Let’s say we conduct a fail/pass test. We subject $n_\mathrm{s}$ samples to an accelerated (representative) life test of $m=1$ lifetime equivalents. The test is considered a success if $100\,\%$ of the $n_\mathrm{s}$ samples survive. Yet, this leaves the important question of how certain can we be that the population as a whole (from which the $n_\mathrm{s}$ samples are a representative sub-set) will survive the $m=1$ lifetime equivalents? And, apart from the implied confidence level, what fraction of the population is still expected to fail even if $100\,\%$ of the $n_\mathrm{s}$ samples did survive?
We consider a binomial distribution: the samples either survive (pass), or die (fail). Each sample has a probability $p$ of dying. Hence, starting with $n_\mathrm{s}$ samples, the probability of ending up with $k$ dead (failed) samples is
$$
B(k) = \frac{n_\mathrm{s}!}{k!(n_\mathrm{s}-k)!} p^k (1-p)^{(n_\mathrm{s}-k)}.
$$
The case of interest is with $k=0$ dead samples at the end of the test, i.e. all passed. This leaves us with the special case of
\begin{equation}
B(0) = (1-p)^{n_\mathrm{s}}.
\label{eq:B0}
\end{equation}
With $p$ being the probability of dying, $(1-p)=R$ can be said to be a measure of the reliability (in the sense of the probability to survive the foreseen lifetime) of the devices being tested. The probability $B(0)$ represents a measure of how often we expect to see this survival rate. In other words, it is $B(0)=(1-C)$, with $C$ the confidence level.
In other words, we can rewrite Eq. (\ref{eq:B0}) as
\begin{equation}
(1-C) = R^{n_\mathrm{s}}.
\label{eq:CRn}
\end{equation}
And from Eq. (\ref{eq:CRn}) follows how $n_\mathrm{s}$ relates to $R$ and $C$:
\begin{equation}
n_\mathrm{s} = \frac{\ln(1-C)}{\ln(R)}.
\label{eq:n_lnCR}
\end{equation}
As a numerical example, let’s assume we want to be $C=90\%$ confident that the whole population shows a $R=90\%$ reliability (i.e. at least $90\%$ of the whole will survive). In this case, the minimum number of samples to test is $n_s = 21.85$, i.e. 22 samples.
Another example is that with $n_s=77$ and an assumed reliability of $R=95.0%$, the confidence level is $C = 98.07%$. Meaning, if we test 77 samples, we should find at least one defective sample in 98% of the cases, if the underlying reliability is less than 95%.

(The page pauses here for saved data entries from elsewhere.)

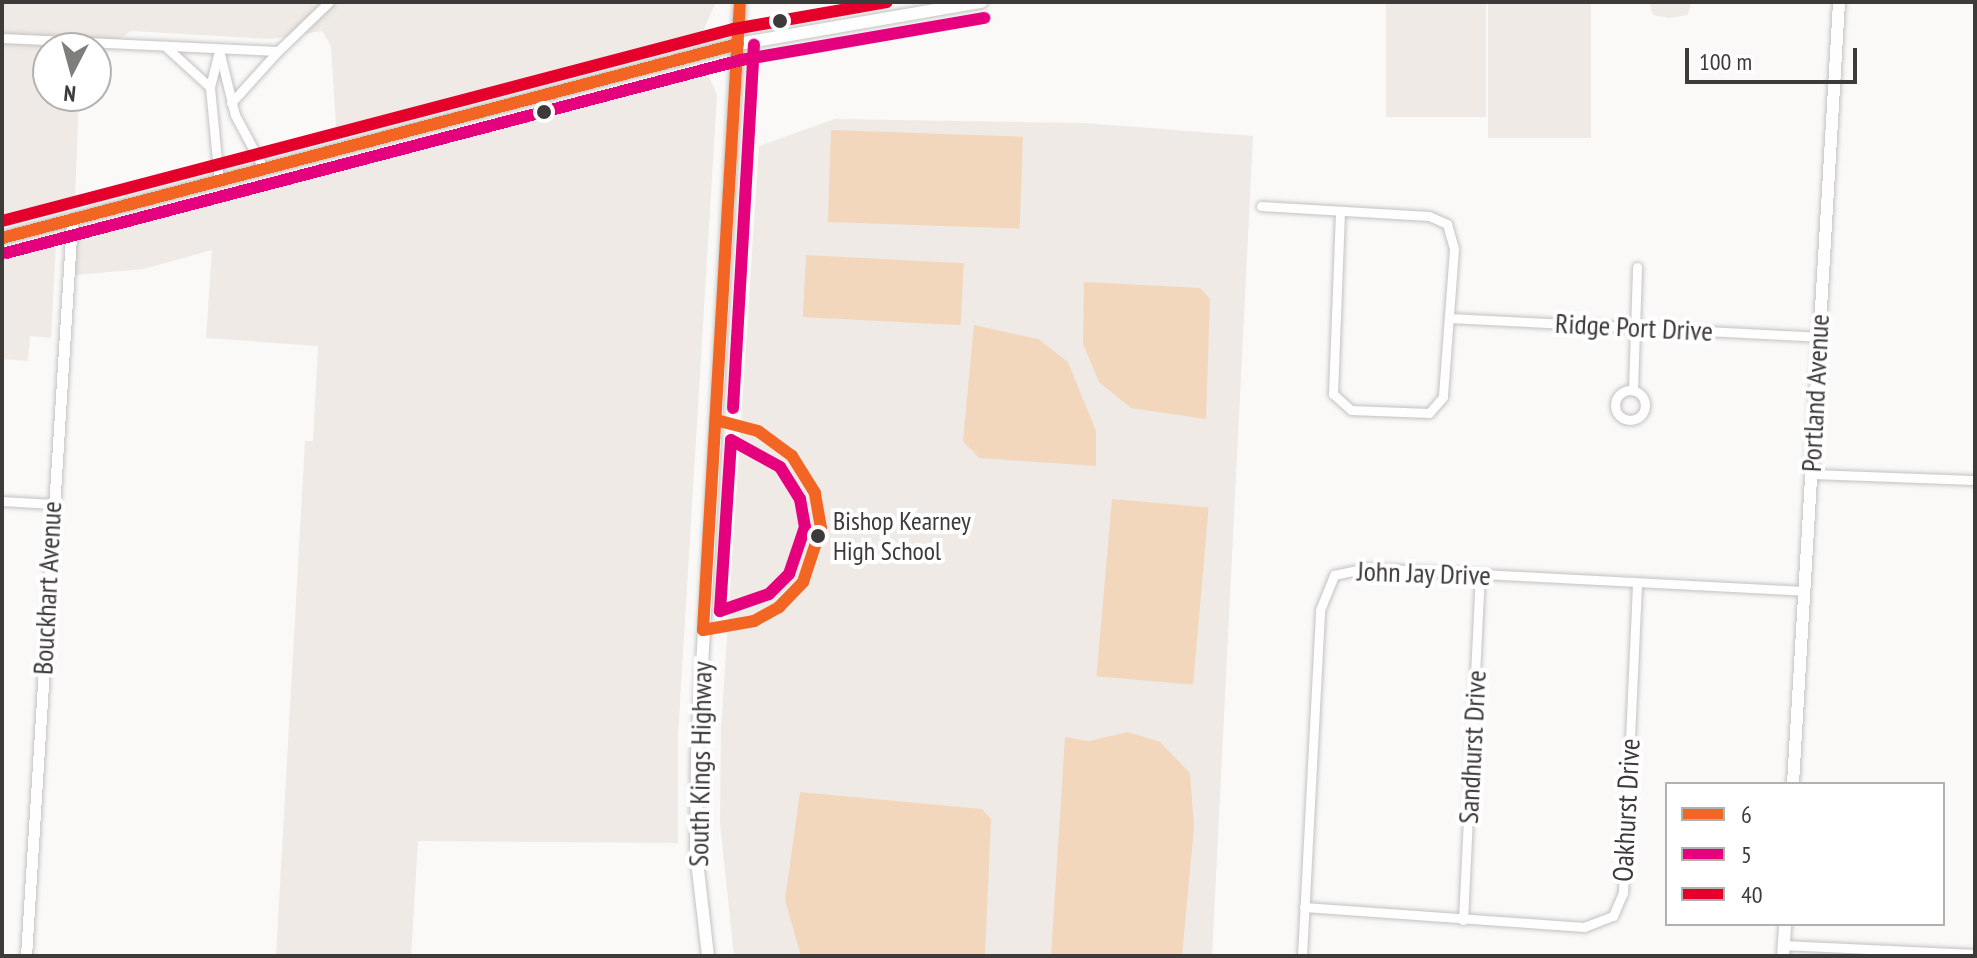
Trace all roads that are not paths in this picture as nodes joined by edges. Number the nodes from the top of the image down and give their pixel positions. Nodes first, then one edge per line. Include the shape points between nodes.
1 (329, 2) edge
2 (740, 2) edge
3 (981, 2) edge
4 (1839, 2) edge
5 (2, 38) edge
6 (738, 44) junction
7 (166, 47) junction
8 (219, 51) junction
9 (278, 51) junction
10 (210, 87) junction
11 (231, 103) junction
12 (264, 169) junction
13 (219, 181) junction
14 (1261, 206) dead end
15 (1340, 211) junction
16 (72, 220) junction
17 (2, 238) edge
18 (1637, 267) dead end
19 (1449, 318) junction
20 (1634, 326) junction
21 (1819, 337) junction
22 (1633, 390) dead end
23 (1811, 474) junction
24 (1975, 480) edge
25 (2, 501) edge
26 (52, 504) junction
27 (1480, 574) junction
28 (1637, 583) junction
29 (1804, 591) junction
30 (1793, 782) edge
31 (1304, 907) junction
32 (1463, 920) junction
33 (1785, 926) edge
34 (1783, 951) edge
35 (1975, 954) edge
36 (26, 956) edge
37 (708, 956) edge
38 (1302, 956) edge

1 - 9 street
2 - 6 main road, South Kings Highway
3 - 6 main road
4 - 21 main road, Portland Avenue
5 - 7 street
6 - 12 main road
6 - 37 main road, South Kings Highway via 697,753 696,853
7 - 8 street
7 - 10 street
8 - 9 street
8 - 10 street
8 - 11 street
9 - 11 street
10 - 13 street
11 - 12 street
12 - 13 main road
13 - 16 main road
14 - 15 street
15 - 19 street via 1429,216 1447,224 1454,240
15 - 19 street via 1331,380 1339,404 1415,415 1436,410 1443,397
16 - 17 main road
16 - 26 street, Bouckhart Avenue
18 - 20 street
19 - 20 street, Ridge Port Drive
20 - 21 street, Ridge Port Drive
20 - 22 street
21 - 23 main road, Portland Avenue
23 - 24 street
23 - 29 main road, Portland Avenue
25 - 26 street
26 - 36 street, Bouckhart Avenue
27 - 28 street, John Jay Drive
27 - 31 street, John Jay Drive via 1354,568 1327,582
27 - 32 street, Sandhurst Drive
28 - 29 street, John Jay Drive
28 - 32 street, Oakhurst Drive via 1620,905 1605,922 1584,927
29 - 30 main road, Portland Avenue
31 - 32 street, Oakhurst Drive
31 - 38 street, John Jay Drive
33 - 34 main road
34 - 35 street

We can reuse already tested samples and expose them to the accelerated life test a second, third, … , $m$ time. Up to a certain point this would be equivalent a higher number of samples. Written differently,
$$
n_\mathrm{s} = m \times n_\mathrm{actual\_samples},
$$
and thus
$$
n_\mathrm{s} = \frac{\ln(1-C)}{m \ln(R)}.
$$
Sidenote, it should be clear that a test conducted with only one sample but which was exposed to $m=100$ lifetimes would NOT be statistically equally meaningful as a test with $100$ samples exposed to $m=1$ lifetime. In what context $m>1$ might be meaningful depends on various circumstances.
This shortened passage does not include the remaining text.